Search term "Yarona": work out how many lines of the data below contain it, and answer with that number alone.

(Records contained in a dataset)

* * *

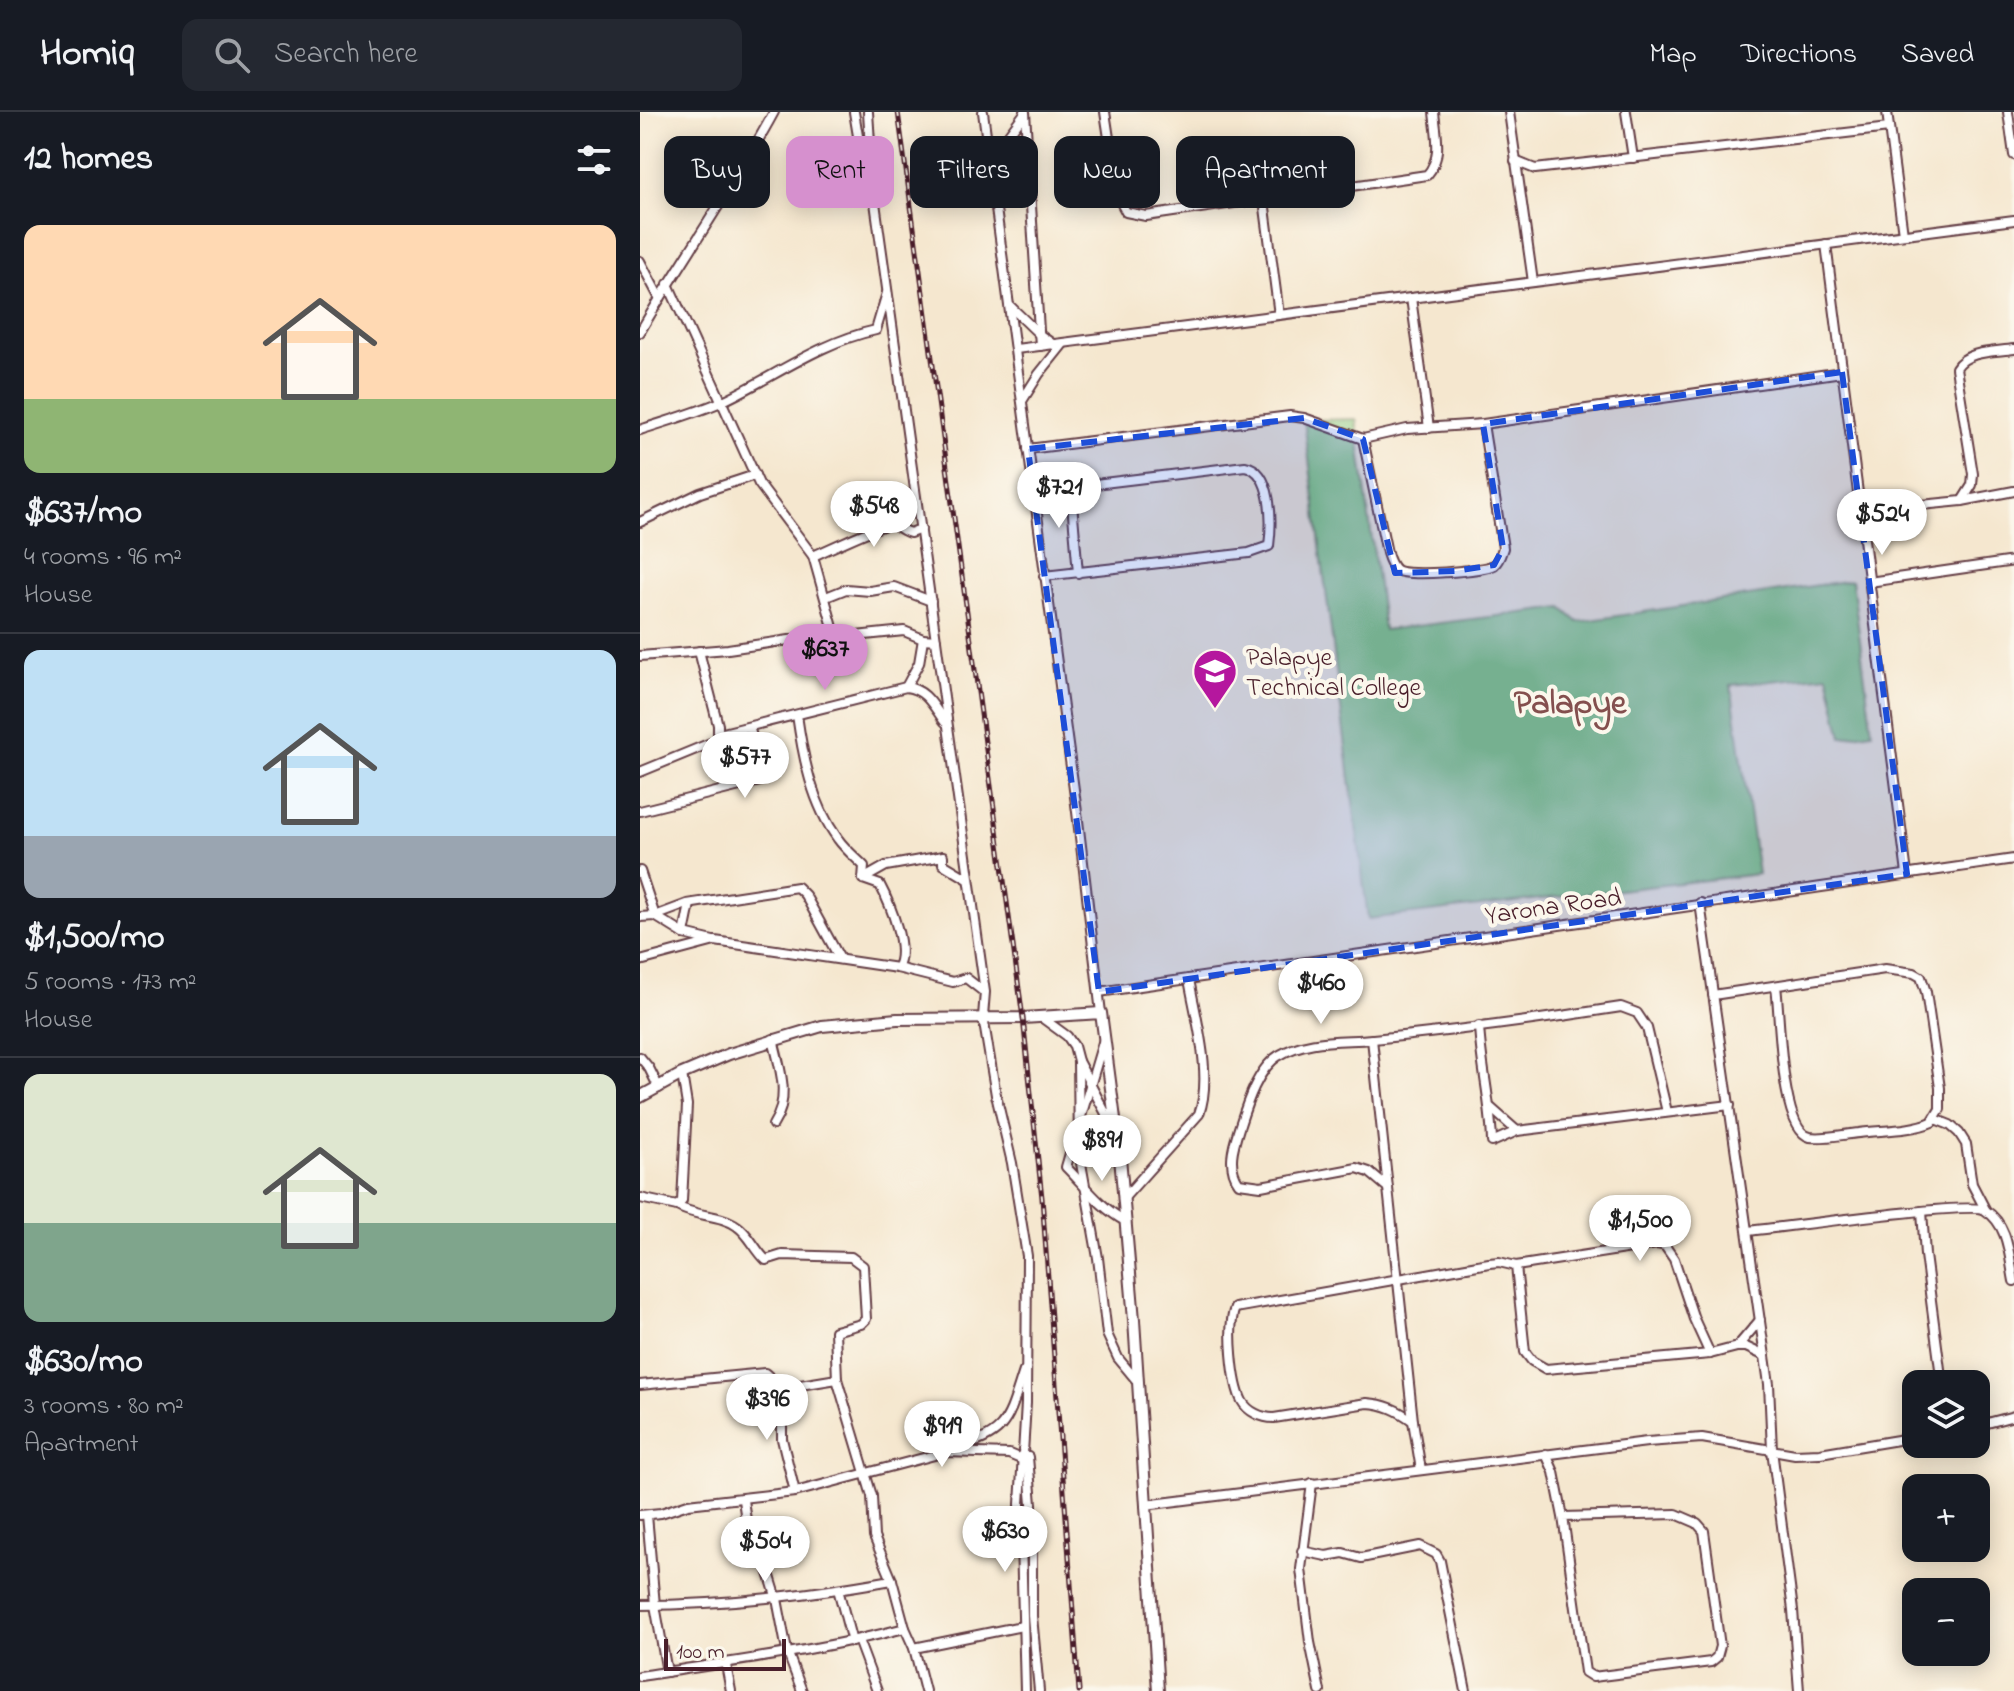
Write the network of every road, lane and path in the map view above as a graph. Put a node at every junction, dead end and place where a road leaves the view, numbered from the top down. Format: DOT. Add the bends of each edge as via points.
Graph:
graph roads {
  1 [pos="774,112"];
  2 [pos="854,112"];
  3 [pos="868,112"];
  4 [pos="994,112"];
  5 [pos="1025,112"];
  6 [pos="1105,112"];
  7 [pos="1434,112"];
  8 [pos="1509,112"];
  9 [pos="1626,112"];
  10 [pos="1887,112"];
  11 [pos="2008,112"];
  12 [pos="983,114"];
  13 [pos="857,127"];
  14 [pos="1889,128"];
  15 [pos="869,134"];
  16 [pos="858,136"];
  17 [pos="986,136"];
  18 [pos="1007,136"];
  19 [pos="2014,155"];
  20 [pos="1633,158"];
  21 [pos="1515,161"];
  22 [pos="1535,169"];
  23 [pos="1518,184"];
  24 [pos="1355,186"];
  25 [pos="876,208"];
  26 [pos="996,208"];
  27 [pos="1205,208"];
  28 [pos="1265,208"];
  29 [pos="2014,220"];
  30 [pos="1903,234"];
  31 [pos="1826,244"];
  32 [pos="640,261"];
  33 [pos="1533,282"];
  34 [pos="668,284"];
  35 [pos="888,288"];
  36 [pos="1411,298"];
  37 [pos="660,299"];
  38 [pos="1010,306"];
  39 [pos="1279,315"];
  40 [pos="640,332"];
  41 [pos="1040,335"];
  42 [pos="1059,344"];
  43 [pos="1040,346"];
  44 [pos="1016,349"];
  45 [pos="2014,349"];
  46 [pos="1842,372"];
  47 [pos="1022,401"];
  48 [pos="721,402"];
  49 [pos="1483,424"];
  50 [pos="1429,428"];
  51 [pos="640,430"];
  52 [pos="1363,439"];
  53 [pos="1028,449"];
  54 [pos="755,475"];
  55 [pos="2014,491"];
  56 [pos="1962,501"];
  57 [pos="1860,511"];
  58 [pos="640,522"];
  59 [pos="921,529"];
  60 [pos="813,556"];
  61 [pos="2014,561"];
  62 [pos="1078,573"];
  63 [pos="1044,576"];
  64 [pos="1869,582"];
  65 [pos="826,597"];
  66 [pos="931,601"];
  67 [pos="836,638"];
  68 [pos="923,639"];
  69 [pos="936,640"];
  70 [pos="699,651"];
  71 [pos="640,656"];
  72 [pos="906,687"];
  73 [pos="797,715"];
  74 [pos="947,724"];
  75 [pos="749,727"];
  76 [pos="719,734"];
  77 [pos="640,772"];
  78 [pos="640,811"];
  79 [pos="2014,859"];
  80 [pos="640,871"];
  81 [pos="1907,874"];
  82 [pos="863,879"];
  83 [pos="968,879"];
  84 [pos="1700,903"];
  85 [pos="690,904"];
  86 [pos="655,916"];
  87 [pos="640,917"];
  88 [pos="684,934"];
  89 [pos="715,941"];
  90 [pos="840,959"];
  91 [pos="640,961"];
  92 [pos="897,968"];
  93 [pos="1189,979"];
  94 [pos="1776,986"];
  95 [pos="985,992"];
  96 [pos="1099,992"];
  97 [pos="1713,995"];
  98 [pos="1101,1013"];
  99 [pos="983,1017"];
  100 [pos="1041,1017"];
  101 [pos="1479,1026"];
  102 [pos="773,1039"];
  103 [pos="1104,1039"];
  104 [pos="1372,1039"];
  105 [pos="640,1057"];
  106 [pos="1078,1061"];
  107 [pos="682,1074"];
  108 [pos="1091,1082"];
  109 [pos="659,1088"];
  110 [pos="640,1097"];
  111 [pos="1730,1105"];
  112 [pos="1491,1108"];
  113 [pos="1667,1112"];
  114 [pos="1935,1119"];
  115 [pos="773,1125"];
  116 [pos="1078,1126"];
  117 [pos="1517,1131"];
  118 [pos="1117,1135"];
  119 [pos="1087,1188"];
  120 [pos="1388,1188"];
  121 [pos="640,1198"];
  122 [pos="1123,1199"];
  123 [pos="677,1206"];
  124 [pos="1985,1210"];
  125 [pos="1922,1211"];
  126 [pos="1125,1221"];
  127 [pos="1748,1231"];
  128 [pos="1516,1266"];
  129 [pos="1399,1278"];
  130 [pos="2014,1281"];
  131 [pos="1760,1320"];
  132 [pos="1737,1347"];
  133 [pos="1710,1354"];
  134 [pos="1765,1356"];
  135 [pos="1027,1361"];
  136 [pos="1940,1370"];
  137 [pos="837,1379"];
  138 [pos="1137,1381"];
  139 [pos="640,1385"];
  140 [pos="782,1388"];
  141 [pos="2014,1416"];
  142 [pos="1413,1421"];
  143 [pos="1990,1422"];
  144 [pos="1025,1439"];
  145 [pos="1902,1439"];
  146 [pos="1772,1450"];
  147 [pos="946,1452"];
  148 [pos="1546,1454"];
  149 [pos="1023,1460"];
  150 [pos="1421,1470"];
  151 [pos="866,1472"];
  152 [pos="1312,1483"];
  153 [pos="795,1492"];
  154 [pos="743,1500"];
  155 [pos="1145,1505"];
  156 [pos="643,1515"];
  157 [pos="1563,1517"];
  158 [pos="1302,1551"];
  159 [pos="892,1580"];
  160 [pos="838,1589"];
  161 [pos="777,1599"];
  162 [pos="640,1605"];
  163 [pos="655,1605"];
  164 [pos="1022,1626"];
  165 [pos="905,1628"];
  166 [pos="855,1641"];
  167 [pos="914,1648"];
  168 [pos="787,1651"];
  169 [pos="726,1665"];
  170 [pos="667,1672"];
  171 [pos="640,1676"];
  172 [pos="731,1691"];
  173 [pos="802,1691"];
  174 [pos="877,1691"];
  175 [pos="925,1691"];
  176 [pos="1025,1691"];
  177 [pos="1039,1691"];
  178 [pos="1158,1691"];
  179 [pos="1320,1691"];
  180 [pos="1466,1691"];
  181 [pos="1799,1691"];
  1 -- 34 [label="street"];
  2 -- 13 [label="street"];
  3 -- 15 [label="street"];
  4 -- 12 [label="street"];
  5 -- 18 [label="street"];
  5 -- 41 [label="street"];
  6 -- 27 [label="street" via="1118,197 1126,212 1146,216"];
  7 -- 24 [label="street" via="1438,152 1427,175"];
  8 -- 21 [label="street"];
  9 -- 20 [label="street"];
  10 -- 14 [label="street"];
  11 -- 19 [label="street"];
  12 -- 17 [label="street"];
  13 -- 15 [label="street"];
  13 -- 16 [label="street"];
  14 -- 20 [label="street"];
  14 -- 30 [label="street"];
  20 -- 22 [label="street"];
  21 -- 22 [label="street"];
  21 -- 23 [label="street"];
  22 -- 23 [label="street"];
  23 -- 33 [label="street"];
  25 -- 35 [label="street"];
  26 -- 38 [label="street"];
  28 -- 39 [label="street"];
  29 -- 30 [label="street"];
  30 -- 31 [label="street"];
  31 -- 33 [label="street"];
  31 -- 46 [label="street"];
  32 -- 37 [label="street"];
  33 -- 36 [label="street"];
  34 -- 37 [label="street"];
  34 -- 48 [label="street"];
  35 -- 48 [label="street" via="876,330 813,352"];
  35 -- 59 [label="street"];
  36 -- 39 [label="street"];
  36 -- 50 [label="street"];
  37 -- 40 [label="street"];
  38 -- 41 [label="street"];
  38 -- 44 [label="street"];
  39 -- 42 [label="street"];
  41 -- 42 [label="street"];
  41 -- 43 [label="street"];
  42 -- 43 [label="street"];
  42 -- 47 [label="street"];
  43 -- 44 [label="street"];
  44 -- 47 [label="street"];
  45 -- 56 [label="street" via="1970,356 1956,368 1973,474"];
  46 -- 49 [label="street"];
  46 -- 57 [label="street"];
  47 -- 53 [label="street"];
  48 -- 51 [label="street"];
  48 -- 54 [label="street"];
  49 -- 50 [label="street"];
  49 -- 52 [label="street" via="1503,548 1494,565 1455,571 1402,573 1393,568"];
  50 -- 52 [label="street"];
  52 -- 53 [label="street" via="1290,416"];
  53 -- 63 [label="street"];
  54 -- 58 [label="street" via="700,493"];
  54 -- 60 [label="street"];
  55 -- 56 [label="street"];
  56 -- 57 [label="street"];
  57 -- 64 [label="street"];
  59 -- 60 [label="street" via="910,533 883,524"];
  59 -- 66 [label="street"];
  60 -- 65 [label="street"];
  61 -- 64 [label="street"];
  62 -- 62 [label="street" via="1263,550 1269,546 1271,526 1261,475 1245,466 1085,487 1072,503"];
  62 -- 63 [label="street"];
  63 -- 96 [label="street"];
  64 -- 81 [label="street"];
  65 -- 66 [label="street" via="846,589 894,587"];
  65 -- 67 [label="street"];
  66 -- 69 [label="street"];
  67 -- 68 [label="street" via="904,631"];
  67 -- 70 [label="street" via="830,634"];
  68 -- 69 [label="street"];
  68 -- 72 [label="street" via="919,663"];
  69 -- 74 [label="street"];
  70 -- 71 [label="street"];
  70 -- 76 [label="street"];
  72 -- 73 [label="street"];
  72 -- 74 [label="street" via="928,697"];
  73 -- 75 [label="street"];
  73 -- 82 [label="street" via="816,796 837,838 864,866"];
  74 -- 83 [label="street"];
  75 -- 76 [label="street"];
  75 -- 78 [label="street" via="764,773 760,781"];
  76 -- 77 [label="street" via="712,743"];
  79 -- 81 [label="street, Yarona Road"];
  80 -- 86 [label="street"];
  81 -- 84 [label="street, Yarona Road"];
  82 -- 83 [label="street" via="886,866 943,856 943,864"];
  82 -- 92 [label="street" via="880,885 886,898 901,945"];
  83 -- 95 [label="street"];
  84 -- 93 [label="street, Yarona Road"];
  84 -- 97 [label="street"];
  85 -- 86 [label="street"];
  85 -- 88 [label="street"];
  85 -- 90 [label="street" via="797,887"];
  86 -- 87 [label="street"];
  86 -- 88 [label="street"];
  88 -- 89 [label="street"];
  89 -- 90 [label="street"];
  89 -- 91 [label="street"];
  90 -- 92 [label="street"];
  92 -- 95 [label="street" via="953,982 966,978"];
  93 -- 96 [label="street, Yarona Road"];
  93 -- 122 [label="street" via="1204,1100 1199,1114"];
  94 -- 97 [label="street"];
  94 -- 114 [label="street" via="1791,1115 1802,1132 1810,1137 1891,1130"];
  94 -- 114 [label="street" via="1885,969 1921,977 1940,1088"];
  95 -- 99 [label="street"];
  96 -- 98 [label="street"];
  97 -- 111 [label="street"];
  98 -- 100 [label="street"];
  98 -- 103 [label="street"];
  99 -- 100 [label="street"];
  99 -- 102 [label="street" via="853,1021"];
  99 -- 135 [label="street" via="1027,1256"];
  100 -- 106 [label="street" via="1067,1036"];
  101 -- 104 [label="street"];
  101 -- 112 [label="street"];
  101 -- 113 [label="street" via="1621,1007 1637,1013 1652,1041"];
  102 -- 107 [label="street"];
  102 -- 115 [label="street" via="784,1095"];
  103 -- 108 [label="street"];
  103 -- 118 [label="street"];
  104 -- 120 [label="street"];
  104 -- 120 [label="street" via="1311,1043 1265,1067 1242,1119 1232,1170 1239,1183 1257,1186 1357,1168"];
  105 -- 109 [label="street"];
  106 -- 108 [label="street"];
  106 -- 116 [label="street"];
  107 -- 109 [label="street"];
  107 -- 123 [label="street" via="687,1105 683,1195"];
  108 -- 116 [label="street"];
  108 -- 118 [label="street"];
  109 -- 110 [label="street"];
  111 -- 113 [label="street"];
  111 -- 127 [label="street"];
  112 -- 117 [label="street"];
  112 -- 117 [label="street" via="1492,1142"];
  113 -- 117 [label="street"];
  114 -- 124 [label="street" via="1959,1133"];
  116 -- 119 [label="street"];
  116 -- 119 [label="street" via="1066,1167"];
  118 -- 122 [label="street"];
  119 -- 126 [label="street"];
  119 -- 138 [label="street" via="1107,1334"];
  120 -- 129 [label="street"];
  121 -- 123 [label="street"];
  122 -- 126 [label="street"];
  123 -- 137 [label="street" via="735,1224 766,1260 782,1255 858,1260 863,1266 866,1319 835,1331"];
  124 -- 125 [label="street"];
  124 -- 130 [label="street" via="2005,1233"];
  125 -- 127 [label="street"];
  125 -- 136 [label="street"];
  126 -- 138 [label="street"];
  127 -- 131 [label="street"];
  128 -- 129 [label="street" via="1499,1262"];
  128 -- 133 [label="street" via="1665,1246"];
  128 -- 133 [label="street" via="1525,1352 1546,1369"];
  129 -- 142 [label="street"];
  129 -- 142 [label="street" via="1238,1307 1232,1316 1232,1352 1243,1402 1266,1418 1367,1403 1390,1407"];
  131 -- 132 [label="street"];
  131 -- 134 [label="street"];
  132 -- 133 [label="street"];
  132 -- 134 [label="street"];
  134 -- 146 [label="street"];
  135 -- 144 [label="street"];
  135 -- 147 [label="street" via="1013,1411 993,1435"];
  137 -- 140 [label="street"];
  137 -- 151 [label="street"];
  138 -- 155 [label="street"];
  139 -- 140 [label="street" via="765,1373"];
  140 -- 153 [label="street" via="782,1439"];
  141 -- 143 [label="street"];
  142 -- 150 [label="street"];
  144 -- 149 [label="street"];
  144 -- 177 [label="street"];
  145 -- 146 [label="street" via="1820,1453"];
  146 -- 148 [label="street" via="1702,1438"];
  146 -- 181 [label="street"];
  147 -- 149 [label="street" via="1009,1454"];
  147 -- 151 [label="street"];
  148 -- 150 [label="street"];
  148 -- 157 [label="street"];
  149 -- 164 [label="street"];
  150 -- 152 [label="street"];
  151 -- 153 [label="street"];
  151 -- 159 [label="street" via="874,1537"];
  152 -- 155 [label="street"];
  152 -- 158 [label="street"];
  153 -- 154 [label="street"];
  154 -- 156 [label="street" via="688,1504"];
  154 -- 161 [label="street"];
  155 -- 178 [label="street"];
  156 -- 163 [label="street"];
  157 -- 157 [label="street" via="1582,1669 1587,1675 1711,1662 1717,1657 1720,1646 1704,1531 1697,1523 1676,1514"];
  158 -- 179 [label="street" via="1304,1598"];
  158 -- 180 [label="street" via="1361,1558 1420,1546 1436,1554"];
  159 -- 160 [label="street"];
  159 -- 165 [label="street"];
  160 -- 161 [label="street"];
  160 -- 166 [label="street"];
  161 -- 163 [label="street"];
  161 -- 168 [label="street"];
  162 -- 163 [label="street"];
  163 -- 170 [label="street"];
  164 -- 167 [label="street"];
  164 -- 176 [label="street"];
  165 -- 166 [label="street"];
  165 -- 167 [label="street"];
  166 -- 168 [label="street"];
  166 -- 174 [label="street"];
  167 -- 175 [label="street"];
  168 -- 169 [label="street"];
  168 -- 173 [label="street"];
  169 -- 170 [label="street"];
  169 -- 172 [label="street"];
  170 -- 171 [label="street"];
}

* * *

Written response: 4